* _WHAT NEEDS TO BE DONE_: Every line of the listing must be reproduced as it stands. Leave the images behind.

[Start of section]

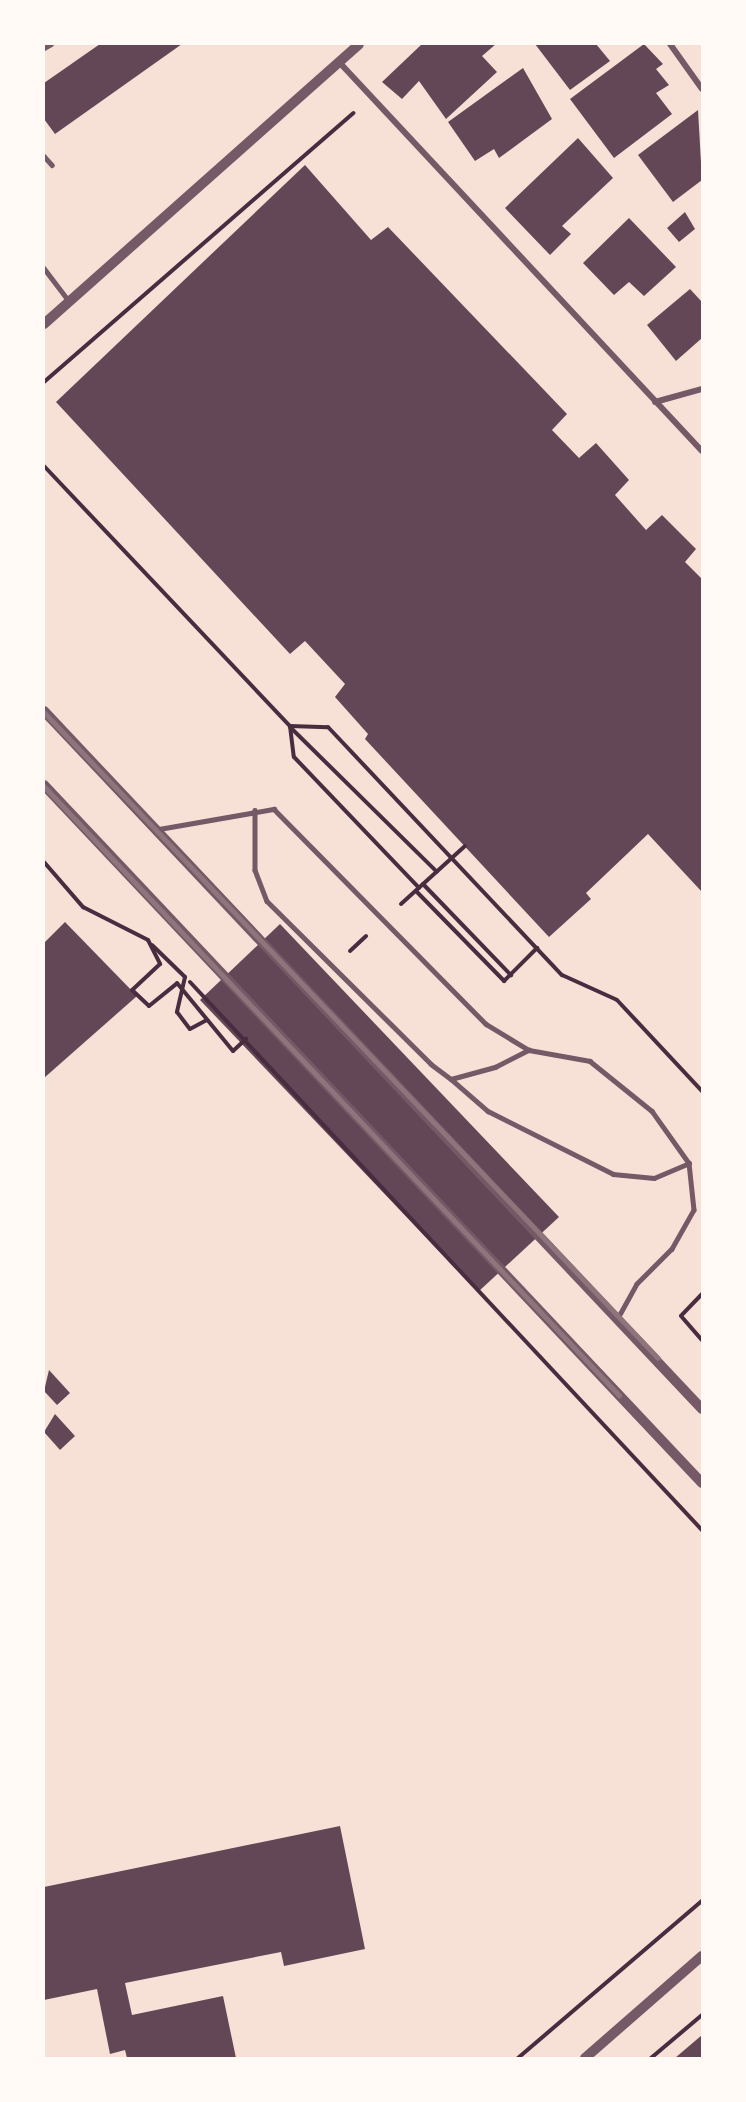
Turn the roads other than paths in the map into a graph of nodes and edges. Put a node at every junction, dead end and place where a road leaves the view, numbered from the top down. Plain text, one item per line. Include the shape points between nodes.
1 (51, 44) edge
2 (359, 44) edge
3 (670, 44) edge
4 (44, 48) edge
5 (339, 62) junction
6 (702, 89) edge
7 (44, 156) edge
8 (52, 165) dead end
9 (44, 268) edge
10 (69, 301) junction
11 (44, 324) edge
12 (702, 389) edge
13 (654, 402) junction
14 (702, 451) edge
15 (44, 711) edge
16 (44, 785) edge
17 (255, 810) junction
18 (159, 829) junction
19 (529, 1050) junction
20 (451, 1080) junction
21 (688, 1163) junction
22 (618, 1318) junction
23 (702, 1409) edge
24 (702, 1482) edge
25 (702, 1956) edge
26 (585, 2058) edge

1 - 4 lane
2 - 5 street
3 - 6 street
5 - 10 street
5 - 13 street
7 - 8 lane
9 - 10 lane
10 - 11 street
12 - 13 street
13 - 14 street
15 - 18 street
16 - 24 street
17 - 18 lane via 208,824
17 - 19 lane via 274,809 290,823 486,1024
17 - 20 lane via 255,870 267,902
18 - 22 street
19 - 20 lane via 495,1067
19 - 21 lane via 590,1061 652,1111
20 - 21 lane via 488,1111 613,1174 654,1178
21 - 22 lane via 694,1210 672,1250 637,1284
22 - 23 street
25 - 26 street

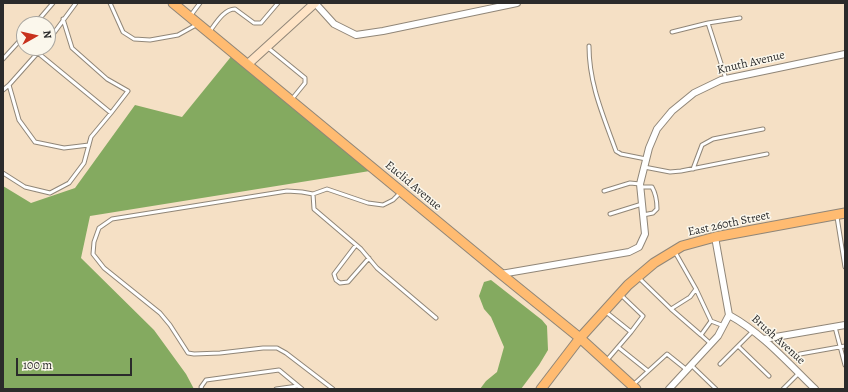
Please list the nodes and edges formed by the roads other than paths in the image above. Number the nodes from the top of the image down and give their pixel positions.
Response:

[End of section]

* _OUTPUT_:
Turn the roads other than paths in the map into a graph of nodes and edges. Put a node at every junction, dead end and place where a road leaves the view, numbered from the top down. Plain text, one item per line. Include the shape points between nodes.
1 (51, 44) edge
2 (359, 44) edge
3 (670, 44) edge
4 (44, 48) edge
5 (339, 62) junction
6 (702, 89) edge
7 (44, 156) edge
8 (52, 165) dead end
9 (44, 268) edge
10 (69, 301) junction
11 (44, 324) edge
12 (702, 389) edge
13 (654, 402) junction
14 (702, 451) edge
15 (44, 711) edge
16 (44, 785) edge
17 (255, 810) junction
18 (159, 829) junction
19 (529, 1050) junction
20 (451, 1080) junction
21 (688, 1163) junction
22 (618, 1318) junction
23 (702, 1409) edge
24 (702, 1482) edge
25 (702, 1956) edge
26 (585, 2058) edge

1 - 4 lane
2 - 5 street
3 - 6 street
5 - 10 street
5 - 13 street
7 - 8 lane
9 - 10 lane
10 - 11 street
12 - 13 street
13 - 14 street
15 - 18 street
16 - 24 street
17 - 18 lane via 208,824
17 - 19 lane via 274,809 290,823 486,1024
17 - 20 lane via 255,870 267,902
18 - 22 street
19 - 20 lane via 495,1067
19 - 21 lane via 590,1061 652,1111
20 - 21 lane via 488,1111 613,1174 654,1178
21 - 22 lane via 694,1210 672,1250 637,1284
22 - 23 street
25 - 26 street

Please list the nodes and edges formed by the roads other than paths in the image above. Number the nodes from the top of the image down and give their pixel positions.
Response:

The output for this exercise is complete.